▸ **EXERCISE REQUIREMENTS**: Word for word, retype the lines from the one containing "index dip: (244, 175)" to the one containing "pinky mcp: (385, 134)" below, keeping both end lines and dropping the pictures.

Collected data entries
______
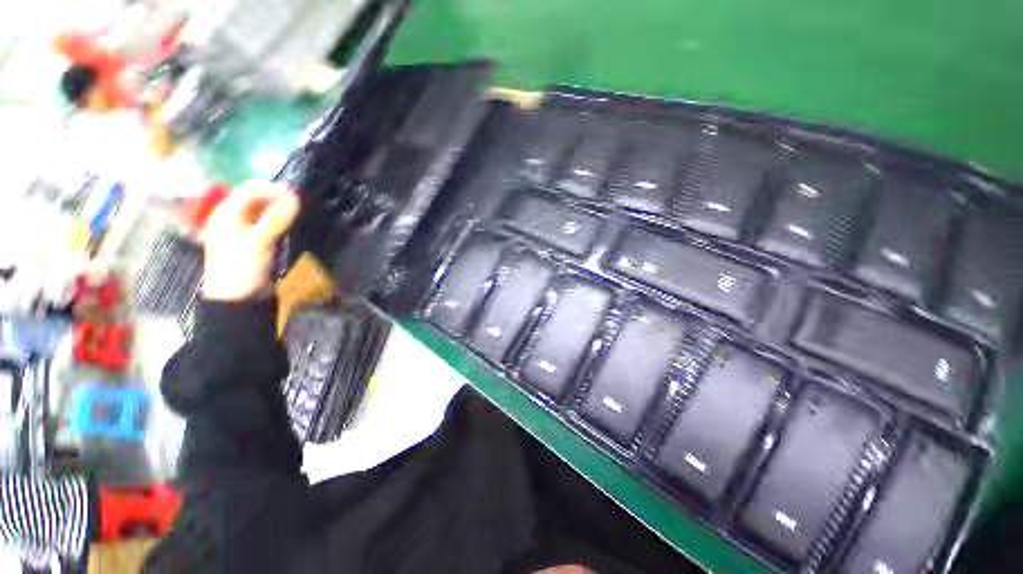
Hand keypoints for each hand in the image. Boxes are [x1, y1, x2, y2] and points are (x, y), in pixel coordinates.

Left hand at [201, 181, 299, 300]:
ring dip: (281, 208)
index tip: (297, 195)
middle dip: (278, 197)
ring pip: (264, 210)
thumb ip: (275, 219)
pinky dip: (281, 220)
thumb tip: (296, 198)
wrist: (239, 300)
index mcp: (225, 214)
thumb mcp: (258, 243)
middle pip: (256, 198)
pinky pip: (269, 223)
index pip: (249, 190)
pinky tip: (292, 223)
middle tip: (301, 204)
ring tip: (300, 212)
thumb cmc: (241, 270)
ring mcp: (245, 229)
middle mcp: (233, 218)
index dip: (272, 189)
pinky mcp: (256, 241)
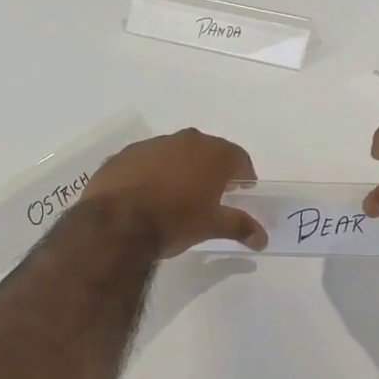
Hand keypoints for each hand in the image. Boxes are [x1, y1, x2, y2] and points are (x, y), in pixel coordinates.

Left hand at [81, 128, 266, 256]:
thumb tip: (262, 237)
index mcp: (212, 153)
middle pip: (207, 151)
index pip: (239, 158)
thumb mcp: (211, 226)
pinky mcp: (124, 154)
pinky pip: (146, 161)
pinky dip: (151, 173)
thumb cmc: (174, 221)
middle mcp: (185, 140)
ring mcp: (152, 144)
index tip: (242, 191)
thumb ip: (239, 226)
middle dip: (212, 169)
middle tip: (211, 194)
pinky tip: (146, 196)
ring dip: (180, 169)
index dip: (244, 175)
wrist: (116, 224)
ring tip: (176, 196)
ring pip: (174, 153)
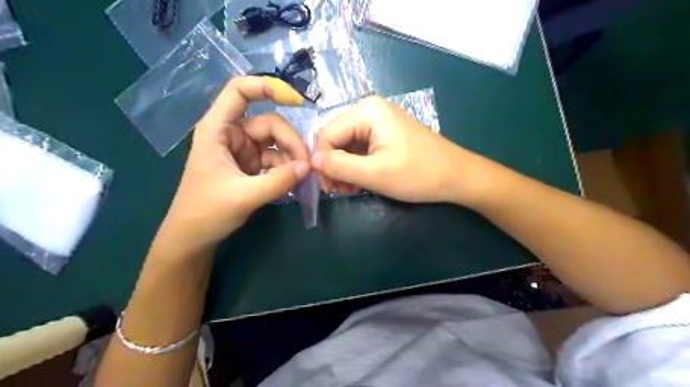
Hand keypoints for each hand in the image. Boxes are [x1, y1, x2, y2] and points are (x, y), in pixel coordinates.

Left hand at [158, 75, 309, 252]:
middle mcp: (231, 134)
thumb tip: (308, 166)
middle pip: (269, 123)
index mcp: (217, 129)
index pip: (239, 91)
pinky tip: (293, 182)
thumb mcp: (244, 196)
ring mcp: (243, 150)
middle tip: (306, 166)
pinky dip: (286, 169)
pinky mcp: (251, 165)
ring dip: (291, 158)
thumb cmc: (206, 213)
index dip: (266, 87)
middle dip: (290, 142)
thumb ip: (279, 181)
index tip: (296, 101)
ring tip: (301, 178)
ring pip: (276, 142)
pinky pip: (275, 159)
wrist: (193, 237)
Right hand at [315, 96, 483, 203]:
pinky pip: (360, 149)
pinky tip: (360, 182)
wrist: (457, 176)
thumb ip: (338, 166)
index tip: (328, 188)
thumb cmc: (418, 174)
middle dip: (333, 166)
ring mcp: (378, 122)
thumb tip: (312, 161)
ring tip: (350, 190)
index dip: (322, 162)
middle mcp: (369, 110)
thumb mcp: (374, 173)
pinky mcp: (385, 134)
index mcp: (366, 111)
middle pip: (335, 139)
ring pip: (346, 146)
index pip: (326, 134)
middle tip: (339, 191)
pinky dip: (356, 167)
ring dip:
______
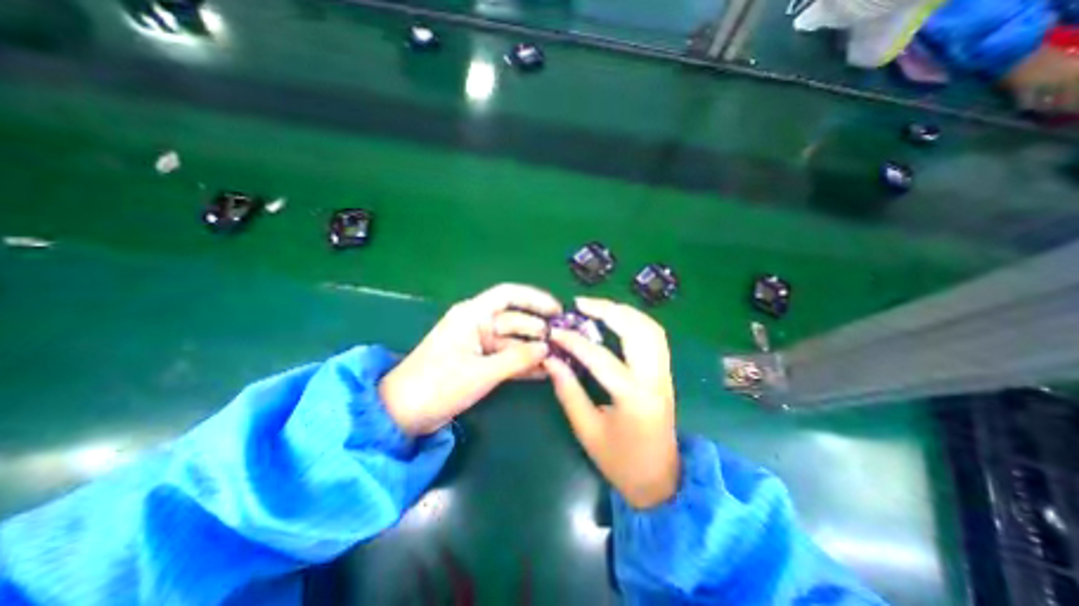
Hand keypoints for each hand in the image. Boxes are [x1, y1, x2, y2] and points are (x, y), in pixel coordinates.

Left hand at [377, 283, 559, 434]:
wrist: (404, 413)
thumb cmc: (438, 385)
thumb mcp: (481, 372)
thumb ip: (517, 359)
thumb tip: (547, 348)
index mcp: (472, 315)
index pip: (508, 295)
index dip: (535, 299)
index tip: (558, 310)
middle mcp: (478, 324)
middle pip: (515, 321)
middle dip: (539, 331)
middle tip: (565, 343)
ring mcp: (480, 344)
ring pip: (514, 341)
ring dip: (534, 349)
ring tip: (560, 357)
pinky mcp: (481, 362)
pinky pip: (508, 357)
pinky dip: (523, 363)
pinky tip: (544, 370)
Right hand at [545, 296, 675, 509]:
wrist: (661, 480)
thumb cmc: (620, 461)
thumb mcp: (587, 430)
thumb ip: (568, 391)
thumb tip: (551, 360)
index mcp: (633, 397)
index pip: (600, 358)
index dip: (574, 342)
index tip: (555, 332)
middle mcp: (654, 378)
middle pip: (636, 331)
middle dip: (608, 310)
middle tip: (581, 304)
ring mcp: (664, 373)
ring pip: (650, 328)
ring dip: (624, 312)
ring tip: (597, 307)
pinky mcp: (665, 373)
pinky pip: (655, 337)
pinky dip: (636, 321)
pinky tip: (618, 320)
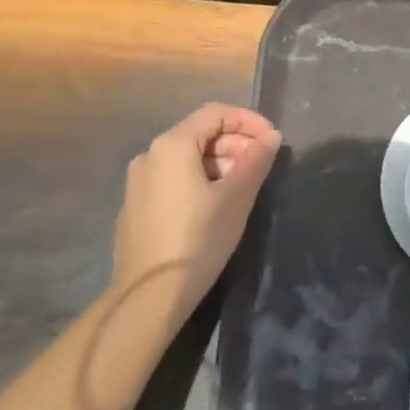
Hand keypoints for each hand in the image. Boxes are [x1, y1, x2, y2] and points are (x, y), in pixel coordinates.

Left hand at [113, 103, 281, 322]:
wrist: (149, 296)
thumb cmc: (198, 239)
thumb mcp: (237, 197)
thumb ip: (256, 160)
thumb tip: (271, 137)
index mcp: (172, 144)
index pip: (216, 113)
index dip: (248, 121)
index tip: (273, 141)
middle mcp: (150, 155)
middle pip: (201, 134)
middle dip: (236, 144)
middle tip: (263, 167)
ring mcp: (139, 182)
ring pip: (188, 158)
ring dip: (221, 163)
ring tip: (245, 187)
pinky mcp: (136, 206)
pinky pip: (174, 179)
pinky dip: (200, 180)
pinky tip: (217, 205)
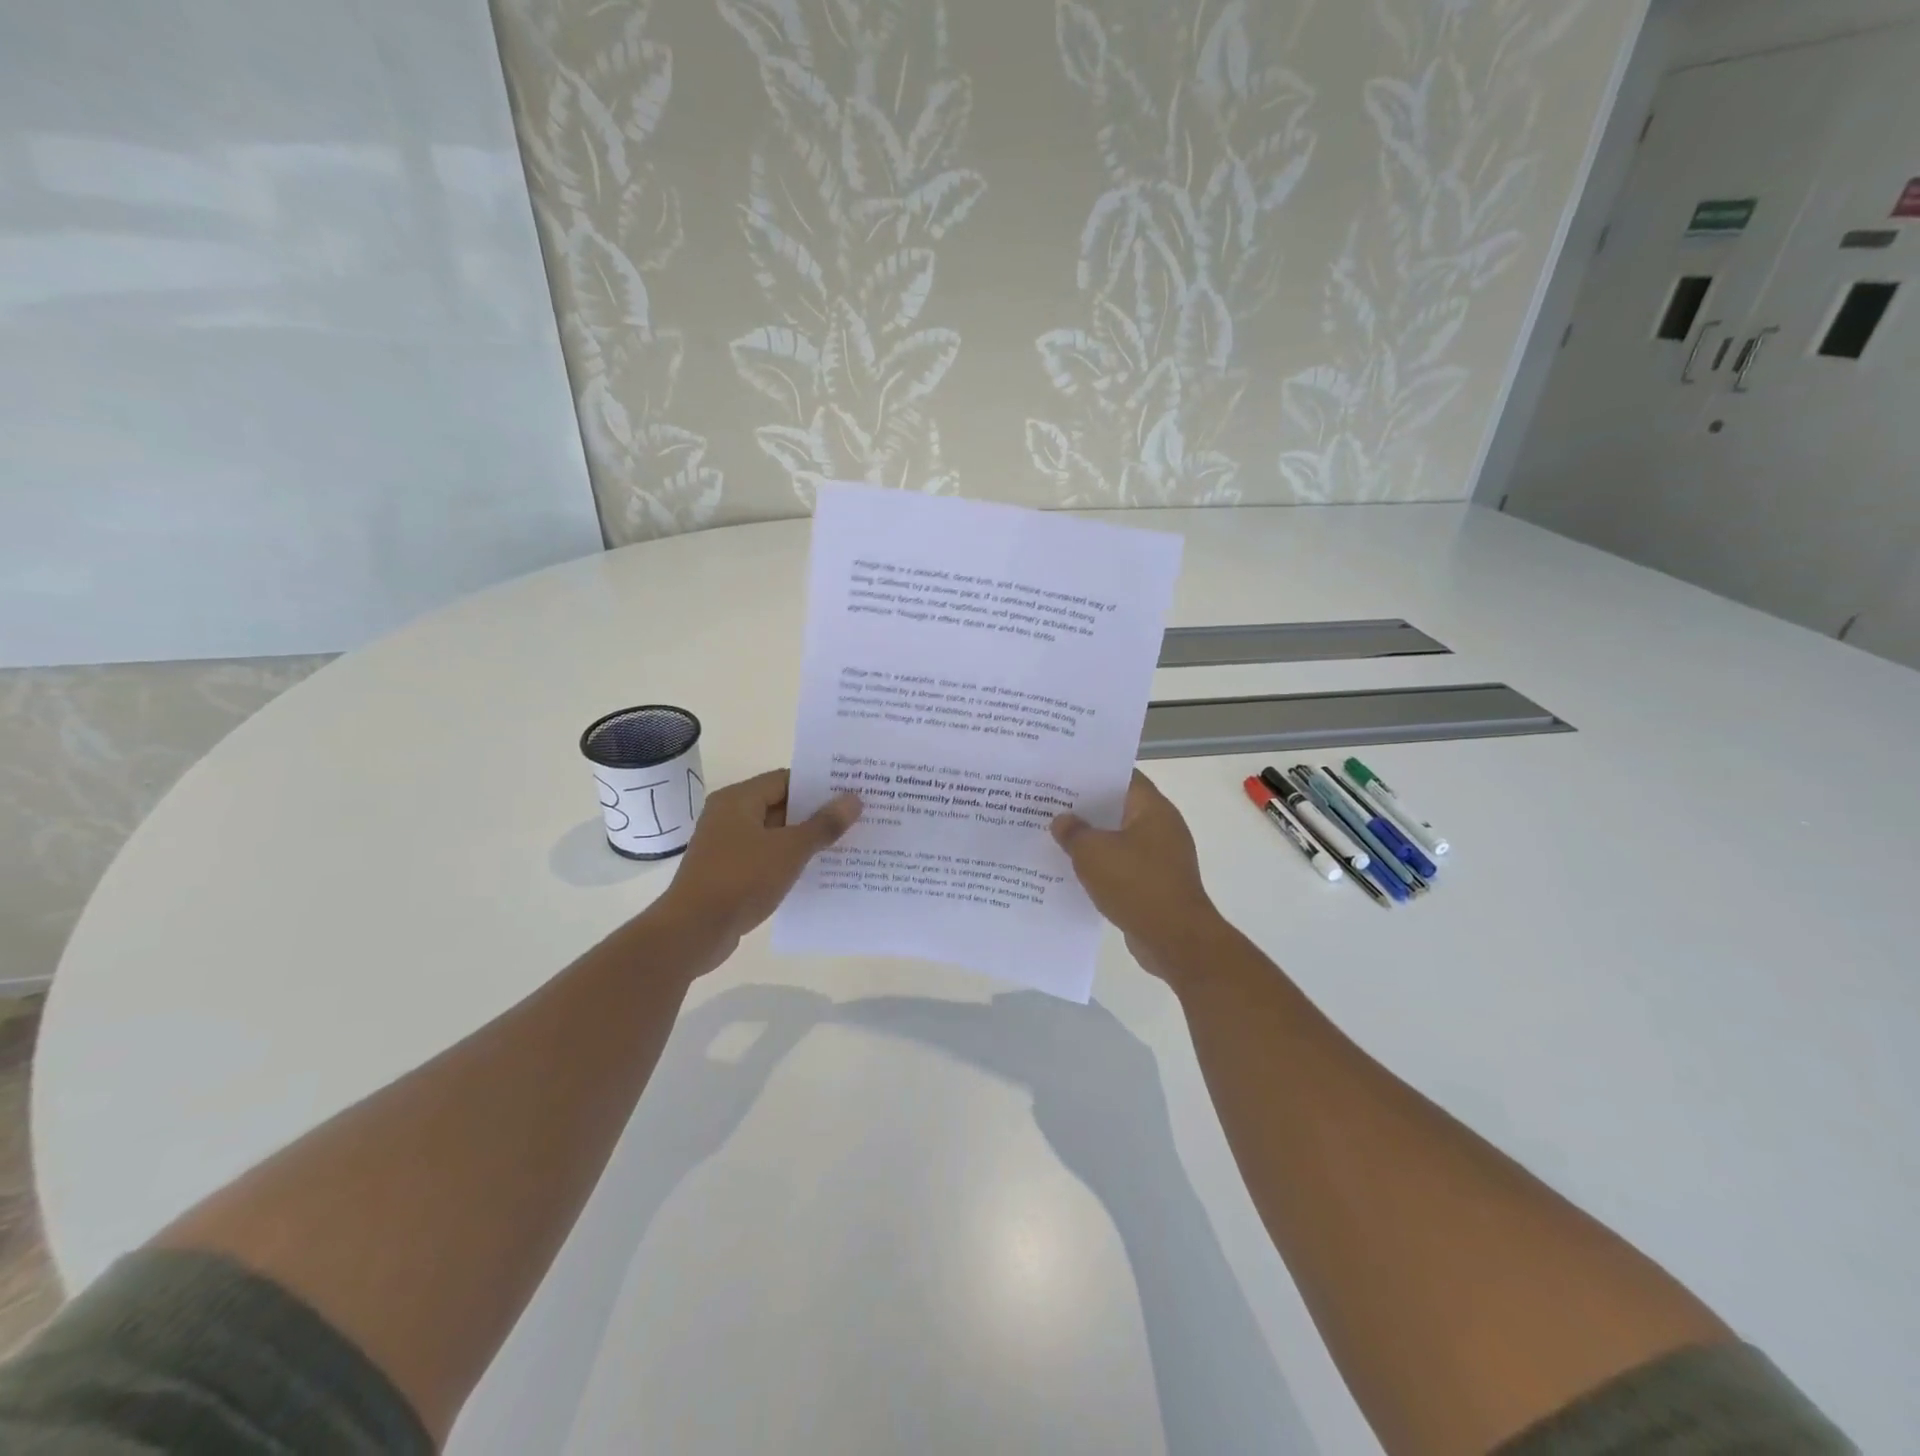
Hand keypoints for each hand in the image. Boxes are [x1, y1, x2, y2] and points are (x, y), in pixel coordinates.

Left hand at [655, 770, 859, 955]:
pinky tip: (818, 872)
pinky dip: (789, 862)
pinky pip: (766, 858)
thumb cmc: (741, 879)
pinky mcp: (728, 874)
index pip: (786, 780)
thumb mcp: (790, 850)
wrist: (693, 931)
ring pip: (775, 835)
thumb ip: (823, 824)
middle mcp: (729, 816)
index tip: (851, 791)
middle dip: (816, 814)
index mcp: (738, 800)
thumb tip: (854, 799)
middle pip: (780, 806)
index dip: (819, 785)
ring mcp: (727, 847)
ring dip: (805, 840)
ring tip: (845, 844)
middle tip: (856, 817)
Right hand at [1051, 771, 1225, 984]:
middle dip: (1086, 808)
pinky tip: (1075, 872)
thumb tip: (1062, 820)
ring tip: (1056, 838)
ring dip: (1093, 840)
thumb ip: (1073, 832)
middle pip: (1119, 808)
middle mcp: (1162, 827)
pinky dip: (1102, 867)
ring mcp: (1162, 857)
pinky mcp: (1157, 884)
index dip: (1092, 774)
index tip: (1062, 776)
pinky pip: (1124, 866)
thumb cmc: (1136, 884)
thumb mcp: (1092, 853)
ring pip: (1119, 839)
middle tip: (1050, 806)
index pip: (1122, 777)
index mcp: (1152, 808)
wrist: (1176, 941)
______
▸ **SOLVED PROBLEM**:
index dip: (244, 175)
wrist: (116, 224)
ring tip: (176, 196)
ring pip: (174, 153)
Hand keypoints for each hand in the image. Boxes are [x1, y1, x2, y2] and points are (x, y), in pixel coordinates.

Left hand at [158, 75, 309, 252]:
middle mcp: (231, 134)
thumb tip: (308, 166)
middle pip: (269, 123)
index mcp: (217, 129)
index pip: (239, 91)
pinky tip: (293, 182)
thumb mcp: (244, 196)
ring mcp: (243, 150)
middle tip: (306, 166)
pinky dip: (286, 169)
pinky mcp: (251, 165)
ring dip: (291, 158)
thumb cmc: (206, 213)
index dip: (266, 87)
middle dip: (290, 142)
thumb ip: (279, 181)
index tip: (296, 101)
ring tip: (301, 178)
ring pip: (276, 142)
pinky pip: (275, 159)
wrist: (193, 237)
Right hand at [315, 96, 483, 203]:
pinky pip: (360, 149)
pinky tip: (360, 182)
wrist: (457, 176)
thumb ip: (338, 166)
index tip: (328, 188)
thumb cmc: (418, 174)
middle dip: (333, 166)
ring mcp: (378, 122)
thumb tip: (312, 161)
ring tip: (350, 190)
index dip: (322, 162)
middle mcp: (369, 110)
thumb mcp: (374, 173)
pinky mcp: (385, 134)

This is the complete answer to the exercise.